[Excerpts from a dataset]
BEGIN
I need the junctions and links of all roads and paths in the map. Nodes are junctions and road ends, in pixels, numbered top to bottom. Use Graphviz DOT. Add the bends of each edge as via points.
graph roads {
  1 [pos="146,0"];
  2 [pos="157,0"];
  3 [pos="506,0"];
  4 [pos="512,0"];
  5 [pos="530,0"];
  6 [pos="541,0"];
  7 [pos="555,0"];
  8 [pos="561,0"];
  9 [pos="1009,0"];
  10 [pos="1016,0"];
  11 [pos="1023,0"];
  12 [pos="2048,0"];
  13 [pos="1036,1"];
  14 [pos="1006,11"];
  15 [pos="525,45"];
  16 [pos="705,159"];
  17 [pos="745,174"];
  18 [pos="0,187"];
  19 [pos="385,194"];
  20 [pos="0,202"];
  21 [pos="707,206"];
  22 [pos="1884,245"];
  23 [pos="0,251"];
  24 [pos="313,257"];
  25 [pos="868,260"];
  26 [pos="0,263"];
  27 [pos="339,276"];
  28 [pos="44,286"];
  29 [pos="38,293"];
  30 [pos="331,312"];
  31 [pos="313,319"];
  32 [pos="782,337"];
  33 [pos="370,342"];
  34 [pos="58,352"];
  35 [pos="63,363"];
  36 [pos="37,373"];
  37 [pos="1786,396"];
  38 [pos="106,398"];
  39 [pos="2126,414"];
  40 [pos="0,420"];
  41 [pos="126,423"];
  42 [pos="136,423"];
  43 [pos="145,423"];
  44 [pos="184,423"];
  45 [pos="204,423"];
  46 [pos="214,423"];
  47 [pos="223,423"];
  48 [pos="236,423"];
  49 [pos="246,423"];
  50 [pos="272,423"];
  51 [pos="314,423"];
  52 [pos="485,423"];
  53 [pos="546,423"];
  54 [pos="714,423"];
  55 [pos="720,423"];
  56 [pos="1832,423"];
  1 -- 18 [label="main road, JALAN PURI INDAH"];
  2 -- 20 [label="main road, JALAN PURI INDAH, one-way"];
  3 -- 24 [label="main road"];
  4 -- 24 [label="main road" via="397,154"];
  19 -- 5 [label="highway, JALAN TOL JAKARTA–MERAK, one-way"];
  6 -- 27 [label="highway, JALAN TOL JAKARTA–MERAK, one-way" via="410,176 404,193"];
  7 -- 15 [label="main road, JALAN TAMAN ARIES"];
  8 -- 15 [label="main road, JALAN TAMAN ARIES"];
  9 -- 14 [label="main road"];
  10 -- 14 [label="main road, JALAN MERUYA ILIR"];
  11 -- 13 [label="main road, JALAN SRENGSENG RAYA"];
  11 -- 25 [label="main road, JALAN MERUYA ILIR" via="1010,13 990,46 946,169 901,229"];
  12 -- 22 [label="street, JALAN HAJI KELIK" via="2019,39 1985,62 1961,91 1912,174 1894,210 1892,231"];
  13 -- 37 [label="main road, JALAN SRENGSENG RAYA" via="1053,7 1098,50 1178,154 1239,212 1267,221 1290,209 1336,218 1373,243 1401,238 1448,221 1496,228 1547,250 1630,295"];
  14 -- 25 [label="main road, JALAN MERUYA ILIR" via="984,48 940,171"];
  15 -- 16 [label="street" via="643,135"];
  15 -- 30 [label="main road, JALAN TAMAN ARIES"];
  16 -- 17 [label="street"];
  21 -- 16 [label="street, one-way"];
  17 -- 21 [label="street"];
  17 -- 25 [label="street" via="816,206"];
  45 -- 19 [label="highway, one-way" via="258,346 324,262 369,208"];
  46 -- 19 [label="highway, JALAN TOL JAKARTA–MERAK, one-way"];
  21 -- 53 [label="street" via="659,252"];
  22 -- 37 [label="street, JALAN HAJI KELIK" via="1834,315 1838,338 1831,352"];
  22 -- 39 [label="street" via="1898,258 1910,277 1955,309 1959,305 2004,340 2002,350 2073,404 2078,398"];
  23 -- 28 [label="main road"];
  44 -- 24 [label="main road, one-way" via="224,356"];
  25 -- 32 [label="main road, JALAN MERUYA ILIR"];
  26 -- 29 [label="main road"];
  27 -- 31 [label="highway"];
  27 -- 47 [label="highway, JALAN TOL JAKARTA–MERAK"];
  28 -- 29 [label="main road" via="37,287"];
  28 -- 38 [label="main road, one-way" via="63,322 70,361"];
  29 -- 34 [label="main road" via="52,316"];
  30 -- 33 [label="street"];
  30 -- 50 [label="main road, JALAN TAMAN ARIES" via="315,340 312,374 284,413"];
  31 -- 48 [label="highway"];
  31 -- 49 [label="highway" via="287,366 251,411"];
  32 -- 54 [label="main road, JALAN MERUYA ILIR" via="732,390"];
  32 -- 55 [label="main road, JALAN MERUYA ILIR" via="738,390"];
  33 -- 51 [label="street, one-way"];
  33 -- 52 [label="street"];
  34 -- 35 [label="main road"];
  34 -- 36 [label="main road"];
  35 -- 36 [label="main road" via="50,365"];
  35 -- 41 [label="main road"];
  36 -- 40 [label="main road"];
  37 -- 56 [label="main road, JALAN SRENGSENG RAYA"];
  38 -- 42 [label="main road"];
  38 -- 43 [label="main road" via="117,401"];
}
END
→ **Problem to solve**
Your response should be each line that includes the word "highway", copied from the records.

→ **Result**
  19 -- 5 [label="highway, JALAN TOL JAKARTA–MERAK, one-way"];
  6 -- 27 [label="highway, JALAN TOL JAKARTA–MERAK, one-way" via="410,176 404,193"];
  45 -- 19 [label="highway, one-way" via="258,346 324,262 369,208"];
  46 -- 19 [label="highway, JALAN TOL JAKARTA–MERAK, one-way"];
  27 -- 31 [label="highway"];
  27 -- 47 [label="highway, JALAN TOL JAKARTA–MERAK"];
  31 -- 48 [label="highway"];
  31 -- 49 [label="highway" via="287,366 251,411"];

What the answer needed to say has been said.